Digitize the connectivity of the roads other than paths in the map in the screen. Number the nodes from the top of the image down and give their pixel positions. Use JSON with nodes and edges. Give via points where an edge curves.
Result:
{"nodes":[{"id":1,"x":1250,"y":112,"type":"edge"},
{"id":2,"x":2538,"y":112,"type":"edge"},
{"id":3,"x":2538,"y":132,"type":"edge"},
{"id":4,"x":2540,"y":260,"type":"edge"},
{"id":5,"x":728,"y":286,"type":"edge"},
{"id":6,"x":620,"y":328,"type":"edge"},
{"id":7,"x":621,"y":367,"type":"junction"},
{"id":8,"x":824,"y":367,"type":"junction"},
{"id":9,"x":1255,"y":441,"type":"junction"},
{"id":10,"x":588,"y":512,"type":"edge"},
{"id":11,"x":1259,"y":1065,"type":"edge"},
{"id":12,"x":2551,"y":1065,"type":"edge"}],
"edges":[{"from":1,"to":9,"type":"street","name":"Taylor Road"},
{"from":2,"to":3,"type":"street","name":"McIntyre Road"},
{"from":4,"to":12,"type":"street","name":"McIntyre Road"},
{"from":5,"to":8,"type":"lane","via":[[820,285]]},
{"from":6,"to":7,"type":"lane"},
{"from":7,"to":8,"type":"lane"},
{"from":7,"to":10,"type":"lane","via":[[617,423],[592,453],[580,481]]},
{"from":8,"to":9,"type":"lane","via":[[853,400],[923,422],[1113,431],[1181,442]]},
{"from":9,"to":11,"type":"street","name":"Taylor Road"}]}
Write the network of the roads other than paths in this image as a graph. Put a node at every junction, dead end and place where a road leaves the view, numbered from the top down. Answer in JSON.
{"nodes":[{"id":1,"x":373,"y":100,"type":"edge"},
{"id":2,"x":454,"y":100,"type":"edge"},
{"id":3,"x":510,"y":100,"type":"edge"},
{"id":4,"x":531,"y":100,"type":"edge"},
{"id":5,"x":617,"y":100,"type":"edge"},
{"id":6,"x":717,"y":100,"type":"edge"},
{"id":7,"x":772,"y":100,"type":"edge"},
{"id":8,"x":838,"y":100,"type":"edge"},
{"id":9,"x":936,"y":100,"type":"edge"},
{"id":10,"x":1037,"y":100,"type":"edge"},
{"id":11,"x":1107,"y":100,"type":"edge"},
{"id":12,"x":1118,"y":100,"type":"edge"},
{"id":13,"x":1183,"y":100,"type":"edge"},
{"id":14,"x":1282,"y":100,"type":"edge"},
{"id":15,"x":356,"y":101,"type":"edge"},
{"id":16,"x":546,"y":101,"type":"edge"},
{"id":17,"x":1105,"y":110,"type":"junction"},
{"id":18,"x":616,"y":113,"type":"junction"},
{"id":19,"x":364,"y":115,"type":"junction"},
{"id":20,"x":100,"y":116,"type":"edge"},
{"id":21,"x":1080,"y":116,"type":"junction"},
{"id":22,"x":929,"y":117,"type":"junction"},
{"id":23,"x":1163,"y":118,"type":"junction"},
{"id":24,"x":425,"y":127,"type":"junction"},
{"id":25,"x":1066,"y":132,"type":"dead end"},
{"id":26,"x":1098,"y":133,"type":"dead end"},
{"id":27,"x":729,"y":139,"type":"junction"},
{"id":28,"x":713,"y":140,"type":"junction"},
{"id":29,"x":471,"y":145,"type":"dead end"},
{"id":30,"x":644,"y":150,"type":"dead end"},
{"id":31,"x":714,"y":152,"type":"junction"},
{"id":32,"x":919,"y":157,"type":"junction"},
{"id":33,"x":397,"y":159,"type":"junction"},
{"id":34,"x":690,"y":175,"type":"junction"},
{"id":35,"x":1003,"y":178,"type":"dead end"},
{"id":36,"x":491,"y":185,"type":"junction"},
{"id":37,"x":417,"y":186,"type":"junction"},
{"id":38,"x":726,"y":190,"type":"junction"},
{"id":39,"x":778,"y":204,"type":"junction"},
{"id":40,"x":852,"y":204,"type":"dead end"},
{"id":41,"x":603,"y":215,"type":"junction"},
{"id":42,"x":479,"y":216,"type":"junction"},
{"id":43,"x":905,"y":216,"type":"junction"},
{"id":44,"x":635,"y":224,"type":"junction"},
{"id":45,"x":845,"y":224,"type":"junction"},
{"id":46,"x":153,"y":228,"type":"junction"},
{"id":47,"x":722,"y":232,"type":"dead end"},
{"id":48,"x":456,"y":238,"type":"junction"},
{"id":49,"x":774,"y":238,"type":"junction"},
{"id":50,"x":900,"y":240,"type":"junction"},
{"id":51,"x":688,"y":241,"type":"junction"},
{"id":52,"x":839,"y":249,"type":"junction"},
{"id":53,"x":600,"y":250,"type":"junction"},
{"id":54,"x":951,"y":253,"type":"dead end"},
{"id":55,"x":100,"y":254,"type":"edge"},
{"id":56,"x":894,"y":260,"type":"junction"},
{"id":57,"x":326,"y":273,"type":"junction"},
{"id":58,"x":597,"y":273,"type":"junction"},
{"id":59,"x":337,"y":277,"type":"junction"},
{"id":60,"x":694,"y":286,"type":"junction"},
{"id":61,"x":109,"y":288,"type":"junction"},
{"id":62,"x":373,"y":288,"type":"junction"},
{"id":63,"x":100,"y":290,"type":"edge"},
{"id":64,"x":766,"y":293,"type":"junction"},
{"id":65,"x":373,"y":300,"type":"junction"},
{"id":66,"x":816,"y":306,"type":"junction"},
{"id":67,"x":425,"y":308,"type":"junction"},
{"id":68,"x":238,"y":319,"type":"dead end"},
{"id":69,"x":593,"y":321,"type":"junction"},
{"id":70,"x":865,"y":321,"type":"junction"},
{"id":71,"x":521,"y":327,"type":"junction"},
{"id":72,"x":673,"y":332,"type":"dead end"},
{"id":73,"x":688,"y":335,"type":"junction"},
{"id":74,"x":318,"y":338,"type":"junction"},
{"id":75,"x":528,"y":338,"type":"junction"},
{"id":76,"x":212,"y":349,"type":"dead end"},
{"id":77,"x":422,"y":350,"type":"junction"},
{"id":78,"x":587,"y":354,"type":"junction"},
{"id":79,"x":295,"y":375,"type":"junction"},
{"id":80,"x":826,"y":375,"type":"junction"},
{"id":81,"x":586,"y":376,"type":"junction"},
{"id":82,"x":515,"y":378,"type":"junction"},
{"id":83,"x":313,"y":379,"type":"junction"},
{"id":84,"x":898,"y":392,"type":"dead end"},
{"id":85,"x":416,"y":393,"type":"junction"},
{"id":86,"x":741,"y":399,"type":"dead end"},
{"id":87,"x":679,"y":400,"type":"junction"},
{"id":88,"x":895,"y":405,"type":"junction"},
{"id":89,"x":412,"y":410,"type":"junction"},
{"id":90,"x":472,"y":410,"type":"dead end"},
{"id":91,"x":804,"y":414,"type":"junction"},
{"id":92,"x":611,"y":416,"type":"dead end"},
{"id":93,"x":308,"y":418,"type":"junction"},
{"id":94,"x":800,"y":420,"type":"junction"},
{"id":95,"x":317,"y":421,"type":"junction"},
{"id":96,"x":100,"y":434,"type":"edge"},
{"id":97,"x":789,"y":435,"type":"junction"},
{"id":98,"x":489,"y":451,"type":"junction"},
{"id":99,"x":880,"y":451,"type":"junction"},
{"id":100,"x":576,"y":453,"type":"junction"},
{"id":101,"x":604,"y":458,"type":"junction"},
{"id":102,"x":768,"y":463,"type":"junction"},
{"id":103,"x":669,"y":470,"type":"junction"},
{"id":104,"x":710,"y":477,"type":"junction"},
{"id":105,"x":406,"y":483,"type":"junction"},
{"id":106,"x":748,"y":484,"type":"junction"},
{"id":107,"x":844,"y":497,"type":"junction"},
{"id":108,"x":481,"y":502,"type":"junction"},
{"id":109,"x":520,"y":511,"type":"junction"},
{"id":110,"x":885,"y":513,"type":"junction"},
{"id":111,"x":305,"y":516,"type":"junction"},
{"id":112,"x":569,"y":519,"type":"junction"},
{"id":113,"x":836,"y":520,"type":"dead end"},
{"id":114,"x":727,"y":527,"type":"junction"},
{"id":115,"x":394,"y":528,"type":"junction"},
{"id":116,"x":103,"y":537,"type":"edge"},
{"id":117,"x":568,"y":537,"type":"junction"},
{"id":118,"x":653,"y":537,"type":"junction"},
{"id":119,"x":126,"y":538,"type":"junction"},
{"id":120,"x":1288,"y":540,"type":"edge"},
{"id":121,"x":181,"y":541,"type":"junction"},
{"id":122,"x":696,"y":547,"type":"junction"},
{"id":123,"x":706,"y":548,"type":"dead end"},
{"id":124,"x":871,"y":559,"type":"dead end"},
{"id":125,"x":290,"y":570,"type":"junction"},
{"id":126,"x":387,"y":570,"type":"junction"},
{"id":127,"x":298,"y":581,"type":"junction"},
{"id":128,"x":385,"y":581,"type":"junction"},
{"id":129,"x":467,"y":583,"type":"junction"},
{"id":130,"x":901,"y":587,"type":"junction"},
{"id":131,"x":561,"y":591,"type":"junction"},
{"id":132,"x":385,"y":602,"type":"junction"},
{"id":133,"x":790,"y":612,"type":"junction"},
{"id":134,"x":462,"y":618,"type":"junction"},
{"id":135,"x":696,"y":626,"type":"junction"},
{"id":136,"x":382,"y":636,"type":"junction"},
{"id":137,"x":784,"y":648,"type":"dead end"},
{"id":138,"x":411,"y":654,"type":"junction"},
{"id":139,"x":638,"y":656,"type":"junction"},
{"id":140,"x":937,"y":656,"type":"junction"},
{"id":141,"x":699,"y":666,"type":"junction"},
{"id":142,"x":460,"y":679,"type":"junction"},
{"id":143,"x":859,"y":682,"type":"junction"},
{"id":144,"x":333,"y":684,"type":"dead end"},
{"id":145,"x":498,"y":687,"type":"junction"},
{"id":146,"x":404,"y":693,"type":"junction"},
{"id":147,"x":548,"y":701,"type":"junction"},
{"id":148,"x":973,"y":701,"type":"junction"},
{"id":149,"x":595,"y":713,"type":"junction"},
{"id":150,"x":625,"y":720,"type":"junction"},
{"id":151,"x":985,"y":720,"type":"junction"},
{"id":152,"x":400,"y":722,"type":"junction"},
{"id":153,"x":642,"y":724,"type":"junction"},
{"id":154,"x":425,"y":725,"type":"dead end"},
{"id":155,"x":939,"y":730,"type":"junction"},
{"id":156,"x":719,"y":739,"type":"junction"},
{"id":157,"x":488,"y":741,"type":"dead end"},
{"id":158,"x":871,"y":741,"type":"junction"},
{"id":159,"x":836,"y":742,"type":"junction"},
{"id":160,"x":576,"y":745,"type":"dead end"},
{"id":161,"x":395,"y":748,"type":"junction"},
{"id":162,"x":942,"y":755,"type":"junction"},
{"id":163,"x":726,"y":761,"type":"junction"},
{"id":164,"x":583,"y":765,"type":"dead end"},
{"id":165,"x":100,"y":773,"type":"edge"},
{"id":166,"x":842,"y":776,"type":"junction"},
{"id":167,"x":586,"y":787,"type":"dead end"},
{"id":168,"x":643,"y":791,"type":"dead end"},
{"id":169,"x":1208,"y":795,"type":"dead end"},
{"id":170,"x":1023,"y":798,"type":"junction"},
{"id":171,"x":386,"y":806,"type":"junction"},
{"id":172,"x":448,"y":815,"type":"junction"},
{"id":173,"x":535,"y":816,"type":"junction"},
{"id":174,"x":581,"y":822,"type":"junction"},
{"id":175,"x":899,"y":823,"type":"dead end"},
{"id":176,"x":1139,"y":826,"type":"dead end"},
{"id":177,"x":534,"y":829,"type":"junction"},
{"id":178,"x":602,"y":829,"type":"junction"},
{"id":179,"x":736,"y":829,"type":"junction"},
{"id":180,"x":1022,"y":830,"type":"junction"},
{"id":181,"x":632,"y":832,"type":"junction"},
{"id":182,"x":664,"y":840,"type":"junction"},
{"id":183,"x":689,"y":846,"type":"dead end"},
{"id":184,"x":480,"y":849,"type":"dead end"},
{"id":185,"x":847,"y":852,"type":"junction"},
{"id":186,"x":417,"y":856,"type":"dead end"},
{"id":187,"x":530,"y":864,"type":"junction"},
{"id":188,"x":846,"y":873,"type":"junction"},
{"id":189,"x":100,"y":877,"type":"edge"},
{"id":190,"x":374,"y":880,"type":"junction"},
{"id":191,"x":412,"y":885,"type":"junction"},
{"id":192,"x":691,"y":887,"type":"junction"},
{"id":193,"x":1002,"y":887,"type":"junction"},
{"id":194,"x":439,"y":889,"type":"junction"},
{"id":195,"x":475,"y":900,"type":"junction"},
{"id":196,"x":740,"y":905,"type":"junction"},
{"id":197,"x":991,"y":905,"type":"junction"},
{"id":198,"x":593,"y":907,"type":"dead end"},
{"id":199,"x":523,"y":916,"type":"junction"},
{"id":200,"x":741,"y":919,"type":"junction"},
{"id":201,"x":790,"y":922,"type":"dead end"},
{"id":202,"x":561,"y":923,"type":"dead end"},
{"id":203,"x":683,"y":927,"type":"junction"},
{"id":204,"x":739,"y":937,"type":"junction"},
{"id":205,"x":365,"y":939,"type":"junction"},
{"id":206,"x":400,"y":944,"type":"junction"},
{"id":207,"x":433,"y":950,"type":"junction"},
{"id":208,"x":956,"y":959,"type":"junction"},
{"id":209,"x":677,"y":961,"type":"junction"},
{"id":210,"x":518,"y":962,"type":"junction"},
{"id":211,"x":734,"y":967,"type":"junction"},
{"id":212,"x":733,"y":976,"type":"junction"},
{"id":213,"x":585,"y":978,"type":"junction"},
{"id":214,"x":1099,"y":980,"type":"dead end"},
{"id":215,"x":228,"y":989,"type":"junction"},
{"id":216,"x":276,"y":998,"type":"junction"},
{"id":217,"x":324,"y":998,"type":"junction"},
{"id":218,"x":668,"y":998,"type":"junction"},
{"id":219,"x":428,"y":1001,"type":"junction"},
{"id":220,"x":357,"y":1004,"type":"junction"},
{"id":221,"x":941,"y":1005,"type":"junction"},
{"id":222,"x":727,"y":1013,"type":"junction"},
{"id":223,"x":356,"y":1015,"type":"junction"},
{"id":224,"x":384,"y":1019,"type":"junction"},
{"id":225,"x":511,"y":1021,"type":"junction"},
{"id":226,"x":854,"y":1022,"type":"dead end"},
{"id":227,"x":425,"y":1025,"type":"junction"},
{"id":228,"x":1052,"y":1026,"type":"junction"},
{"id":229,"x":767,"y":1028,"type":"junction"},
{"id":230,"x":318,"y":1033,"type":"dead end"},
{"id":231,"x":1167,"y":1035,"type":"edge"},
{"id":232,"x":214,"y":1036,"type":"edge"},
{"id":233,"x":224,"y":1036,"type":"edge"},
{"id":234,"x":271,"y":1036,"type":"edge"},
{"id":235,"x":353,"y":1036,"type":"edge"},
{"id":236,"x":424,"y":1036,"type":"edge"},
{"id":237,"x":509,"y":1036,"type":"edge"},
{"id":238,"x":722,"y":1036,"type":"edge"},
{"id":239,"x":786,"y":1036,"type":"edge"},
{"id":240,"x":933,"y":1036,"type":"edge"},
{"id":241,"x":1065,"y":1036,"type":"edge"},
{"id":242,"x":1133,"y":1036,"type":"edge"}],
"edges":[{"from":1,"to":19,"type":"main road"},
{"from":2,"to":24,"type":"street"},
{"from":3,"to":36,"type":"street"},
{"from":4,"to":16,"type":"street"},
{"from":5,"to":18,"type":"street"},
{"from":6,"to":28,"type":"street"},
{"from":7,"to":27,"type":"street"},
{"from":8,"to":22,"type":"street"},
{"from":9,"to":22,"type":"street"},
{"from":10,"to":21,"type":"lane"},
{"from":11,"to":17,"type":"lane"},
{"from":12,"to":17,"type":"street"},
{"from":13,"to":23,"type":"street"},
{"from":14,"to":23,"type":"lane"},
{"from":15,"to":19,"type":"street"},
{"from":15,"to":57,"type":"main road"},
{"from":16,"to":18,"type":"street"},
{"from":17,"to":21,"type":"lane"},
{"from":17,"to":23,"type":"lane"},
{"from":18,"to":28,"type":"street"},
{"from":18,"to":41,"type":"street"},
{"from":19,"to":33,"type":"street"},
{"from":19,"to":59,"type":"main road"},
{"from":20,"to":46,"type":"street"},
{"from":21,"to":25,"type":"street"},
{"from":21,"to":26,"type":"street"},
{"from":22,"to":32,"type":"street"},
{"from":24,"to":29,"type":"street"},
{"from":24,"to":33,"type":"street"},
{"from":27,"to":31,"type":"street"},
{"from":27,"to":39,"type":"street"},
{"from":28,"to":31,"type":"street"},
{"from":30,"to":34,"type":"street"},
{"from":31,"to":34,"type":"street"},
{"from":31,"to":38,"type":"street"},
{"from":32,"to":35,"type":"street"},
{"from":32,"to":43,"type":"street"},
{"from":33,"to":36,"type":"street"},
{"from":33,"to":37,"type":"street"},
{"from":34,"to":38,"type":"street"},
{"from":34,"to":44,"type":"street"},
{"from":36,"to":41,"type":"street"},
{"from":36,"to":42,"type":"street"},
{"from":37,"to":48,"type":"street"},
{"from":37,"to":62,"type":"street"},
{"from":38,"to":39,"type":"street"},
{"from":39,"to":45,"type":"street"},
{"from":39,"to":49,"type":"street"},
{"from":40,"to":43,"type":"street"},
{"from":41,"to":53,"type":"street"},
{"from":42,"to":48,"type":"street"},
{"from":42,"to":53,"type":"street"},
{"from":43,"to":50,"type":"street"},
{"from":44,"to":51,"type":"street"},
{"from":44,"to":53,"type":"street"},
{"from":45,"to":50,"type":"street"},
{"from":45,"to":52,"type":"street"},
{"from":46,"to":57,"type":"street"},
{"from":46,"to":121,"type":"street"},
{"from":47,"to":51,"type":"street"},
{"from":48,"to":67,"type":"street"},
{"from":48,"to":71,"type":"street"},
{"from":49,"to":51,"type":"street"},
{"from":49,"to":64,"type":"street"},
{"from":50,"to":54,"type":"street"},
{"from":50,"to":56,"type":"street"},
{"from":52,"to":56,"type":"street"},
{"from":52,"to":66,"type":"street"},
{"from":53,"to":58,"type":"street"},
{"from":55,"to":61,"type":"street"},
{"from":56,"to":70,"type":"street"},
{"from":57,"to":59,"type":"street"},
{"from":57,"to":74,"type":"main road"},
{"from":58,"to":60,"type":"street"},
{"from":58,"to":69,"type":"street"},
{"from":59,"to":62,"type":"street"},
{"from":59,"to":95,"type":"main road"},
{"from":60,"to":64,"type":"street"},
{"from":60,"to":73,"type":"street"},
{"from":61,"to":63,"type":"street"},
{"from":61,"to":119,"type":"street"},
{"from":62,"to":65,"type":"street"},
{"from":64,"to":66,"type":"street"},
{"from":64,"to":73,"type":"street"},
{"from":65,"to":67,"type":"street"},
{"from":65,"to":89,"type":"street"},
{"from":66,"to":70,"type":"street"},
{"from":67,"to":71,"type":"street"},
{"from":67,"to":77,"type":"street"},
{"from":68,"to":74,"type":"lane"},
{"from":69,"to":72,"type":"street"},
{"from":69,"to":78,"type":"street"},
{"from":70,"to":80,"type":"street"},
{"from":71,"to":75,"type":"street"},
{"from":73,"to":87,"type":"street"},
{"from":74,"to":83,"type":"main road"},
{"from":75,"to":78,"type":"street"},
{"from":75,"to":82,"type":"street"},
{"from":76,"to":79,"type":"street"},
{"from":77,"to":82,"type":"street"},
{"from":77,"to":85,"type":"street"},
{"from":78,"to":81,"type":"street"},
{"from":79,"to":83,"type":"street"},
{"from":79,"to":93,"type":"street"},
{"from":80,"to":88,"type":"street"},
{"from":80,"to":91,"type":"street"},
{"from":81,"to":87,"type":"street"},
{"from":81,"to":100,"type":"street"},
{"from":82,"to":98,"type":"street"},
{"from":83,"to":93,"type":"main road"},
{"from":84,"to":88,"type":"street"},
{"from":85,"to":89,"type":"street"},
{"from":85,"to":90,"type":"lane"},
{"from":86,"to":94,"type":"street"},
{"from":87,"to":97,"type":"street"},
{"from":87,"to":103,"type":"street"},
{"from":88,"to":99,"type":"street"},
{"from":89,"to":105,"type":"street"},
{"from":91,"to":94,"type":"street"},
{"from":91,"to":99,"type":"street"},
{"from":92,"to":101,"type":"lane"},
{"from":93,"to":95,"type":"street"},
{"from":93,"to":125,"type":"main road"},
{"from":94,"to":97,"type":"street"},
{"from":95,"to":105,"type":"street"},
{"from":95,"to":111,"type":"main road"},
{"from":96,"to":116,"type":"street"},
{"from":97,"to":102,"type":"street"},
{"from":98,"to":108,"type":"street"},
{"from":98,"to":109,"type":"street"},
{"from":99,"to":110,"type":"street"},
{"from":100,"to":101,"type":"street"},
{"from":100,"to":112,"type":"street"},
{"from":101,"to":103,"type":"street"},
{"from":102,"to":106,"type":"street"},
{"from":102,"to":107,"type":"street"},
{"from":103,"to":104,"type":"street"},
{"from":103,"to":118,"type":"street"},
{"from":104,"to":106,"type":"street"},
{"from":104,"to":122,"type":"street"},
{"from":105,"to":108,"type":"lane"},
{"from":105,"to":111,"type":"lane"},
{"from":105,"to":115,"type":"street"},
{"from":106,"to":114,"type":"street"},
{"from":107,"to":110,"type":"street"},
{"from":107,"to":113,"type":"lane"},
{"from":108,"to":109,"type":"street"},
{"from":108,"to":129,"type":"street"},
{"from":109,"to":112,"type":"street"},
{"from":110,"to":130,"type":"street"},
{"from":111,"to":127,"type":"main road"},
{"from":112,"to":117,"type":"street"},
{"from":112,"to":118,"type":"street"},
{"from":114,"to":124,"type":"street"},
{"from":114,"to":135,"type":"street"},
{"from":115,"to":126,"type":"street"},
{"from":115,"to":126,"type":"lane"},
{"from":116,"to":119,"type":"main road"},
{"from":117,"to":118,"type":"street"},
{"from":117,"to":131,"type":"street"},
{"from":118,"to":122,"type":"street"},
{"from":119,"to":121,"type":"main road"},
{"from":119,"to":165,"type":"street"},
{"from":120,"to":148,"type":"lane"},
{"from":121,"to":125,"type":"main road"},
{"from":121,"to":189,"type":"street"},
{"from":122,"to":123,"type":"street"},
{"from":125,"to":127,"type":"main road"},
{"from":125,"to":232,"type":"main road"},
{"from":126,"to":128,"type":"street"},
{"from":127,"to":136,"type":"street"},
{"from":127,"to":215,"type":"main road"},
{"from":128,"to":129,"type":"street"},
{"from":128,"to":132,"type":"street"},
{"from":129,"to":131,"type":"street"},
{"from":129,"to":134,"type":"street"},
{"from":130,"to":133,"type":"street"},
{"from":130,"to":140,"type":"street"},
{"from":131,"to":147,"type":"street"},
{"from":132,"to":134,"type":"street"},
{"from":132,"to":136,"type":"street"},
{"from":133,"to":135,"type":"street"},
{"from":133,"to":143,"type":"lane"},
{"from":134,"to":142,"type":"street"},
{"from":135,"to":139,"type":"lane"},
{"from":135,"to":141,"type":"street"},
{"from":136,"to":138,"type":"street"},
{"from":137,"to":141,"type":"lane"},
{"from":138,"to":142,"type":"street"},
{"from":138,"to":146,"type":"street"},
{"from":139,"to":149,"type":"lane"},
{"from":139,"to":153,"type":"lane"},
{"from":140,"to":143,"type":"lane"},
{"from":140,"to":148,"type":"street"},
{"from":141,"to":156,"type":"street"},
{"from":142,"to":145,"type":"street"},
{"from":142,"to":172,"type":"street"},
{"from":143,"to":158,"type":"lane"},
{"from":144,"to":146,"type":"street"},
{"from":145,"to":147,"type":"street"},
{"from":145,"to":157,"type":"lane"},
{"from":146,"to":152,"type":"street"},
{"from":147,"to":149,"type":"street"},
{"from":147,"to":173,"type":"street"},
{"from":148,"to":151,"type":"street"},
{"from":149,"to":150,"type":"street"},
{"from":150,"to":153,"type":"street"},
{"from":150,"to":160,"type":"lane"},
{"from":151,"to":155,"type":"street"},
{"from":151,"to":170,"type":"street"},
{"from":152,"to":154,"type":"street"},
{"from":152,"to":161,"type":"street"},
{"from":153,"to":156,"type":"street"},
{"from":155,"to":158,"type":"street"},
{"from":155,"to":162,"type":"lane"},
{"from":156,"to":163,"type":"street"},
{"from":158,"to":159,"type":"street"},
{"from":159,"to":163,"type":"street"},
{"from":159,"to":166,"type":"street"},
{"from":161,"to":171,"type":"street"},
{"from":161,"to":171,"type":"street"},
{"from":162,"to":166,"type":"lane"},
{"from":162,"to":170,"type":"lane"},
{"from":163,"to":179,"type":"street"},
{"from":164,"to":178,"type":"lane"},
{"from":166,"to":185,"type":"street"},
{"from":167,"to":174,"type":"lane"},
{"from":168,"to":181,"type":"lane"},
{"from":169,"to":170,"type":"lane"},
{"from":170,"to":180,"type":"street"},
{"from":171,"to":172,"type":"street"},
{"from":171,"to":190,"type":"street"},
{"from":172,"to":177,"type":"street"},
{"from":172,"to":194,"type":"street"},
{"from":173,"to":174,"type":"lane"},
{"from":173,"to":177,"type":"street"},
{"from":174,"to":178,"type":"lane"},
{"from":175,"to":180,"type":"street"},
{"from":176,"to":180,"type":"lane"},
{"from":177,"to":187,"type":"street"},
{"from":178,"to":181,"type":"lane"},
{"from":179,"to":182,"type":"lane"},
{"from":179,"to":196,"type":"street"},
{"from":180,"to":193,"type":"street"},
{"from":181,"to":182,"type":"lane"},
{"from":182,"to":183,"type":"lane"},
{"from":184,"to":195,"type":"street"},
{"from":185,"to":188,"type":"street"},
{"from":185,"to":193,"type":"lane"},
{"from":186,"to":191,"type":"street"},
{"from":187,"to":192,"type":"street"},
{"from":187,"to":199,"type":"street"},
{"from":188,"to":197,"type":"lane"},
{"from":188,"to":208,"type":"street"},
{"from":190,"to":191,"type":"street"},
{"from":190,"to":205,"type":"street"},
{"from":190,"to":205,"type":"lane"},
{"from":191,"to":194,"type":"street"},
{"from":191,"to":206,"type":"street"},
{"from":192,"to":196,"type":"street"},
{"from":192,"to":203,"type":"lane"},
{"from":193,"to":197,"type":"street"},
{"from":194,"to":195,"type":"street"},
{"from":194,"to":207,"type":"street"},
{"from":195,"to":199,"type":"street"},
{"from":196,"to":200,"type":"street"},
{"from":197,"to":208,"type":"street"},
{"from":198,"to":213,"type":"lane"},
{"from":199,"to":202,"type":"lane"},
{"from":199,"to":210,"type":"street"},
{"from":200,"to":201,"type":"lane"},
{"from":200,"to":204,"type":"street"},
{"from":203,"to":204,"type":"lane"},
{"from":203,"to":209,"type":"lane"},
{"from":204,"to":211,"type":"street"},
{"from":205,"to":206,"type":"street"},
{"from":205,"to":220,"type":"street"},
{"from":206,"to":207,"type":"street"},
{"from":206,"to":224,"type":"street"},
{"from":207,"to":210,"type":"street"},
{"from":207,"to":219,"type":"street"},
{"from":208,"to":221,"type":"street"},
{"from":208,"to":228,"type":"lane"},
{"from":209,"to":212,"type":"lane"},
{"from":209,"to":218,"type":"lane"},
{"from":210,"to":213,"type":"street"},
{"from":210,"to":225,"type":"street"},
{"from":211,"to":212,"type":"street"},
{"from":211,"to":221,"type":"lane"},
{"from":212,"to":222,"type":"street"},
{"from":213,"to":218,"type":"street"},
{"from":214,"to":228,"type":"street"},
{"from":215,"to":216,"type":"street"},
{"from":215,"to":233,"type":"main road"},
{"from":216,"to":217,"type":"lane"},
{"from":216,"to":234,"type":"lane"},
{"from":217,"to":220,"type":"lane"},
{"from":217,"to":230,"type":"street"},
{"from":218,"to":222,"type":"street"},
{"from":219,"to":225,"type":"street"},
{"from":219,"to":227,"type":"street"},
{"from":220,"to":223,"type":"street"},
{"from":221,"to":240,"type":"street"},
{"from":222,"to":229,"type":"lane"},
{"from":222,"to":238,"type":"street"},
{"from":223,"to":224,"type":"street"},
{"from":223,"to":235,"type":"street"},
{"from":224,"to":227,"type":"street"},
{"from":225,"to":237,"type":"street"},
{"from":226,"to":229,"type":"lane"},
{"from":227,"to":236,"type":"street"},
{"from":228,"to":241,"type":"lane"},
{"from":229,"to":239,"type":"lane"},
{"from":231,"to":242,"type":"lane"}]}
________
#### Task objective
A single figure must be given: how many lines of the records above include the string "Taylor".

#### Answer space
2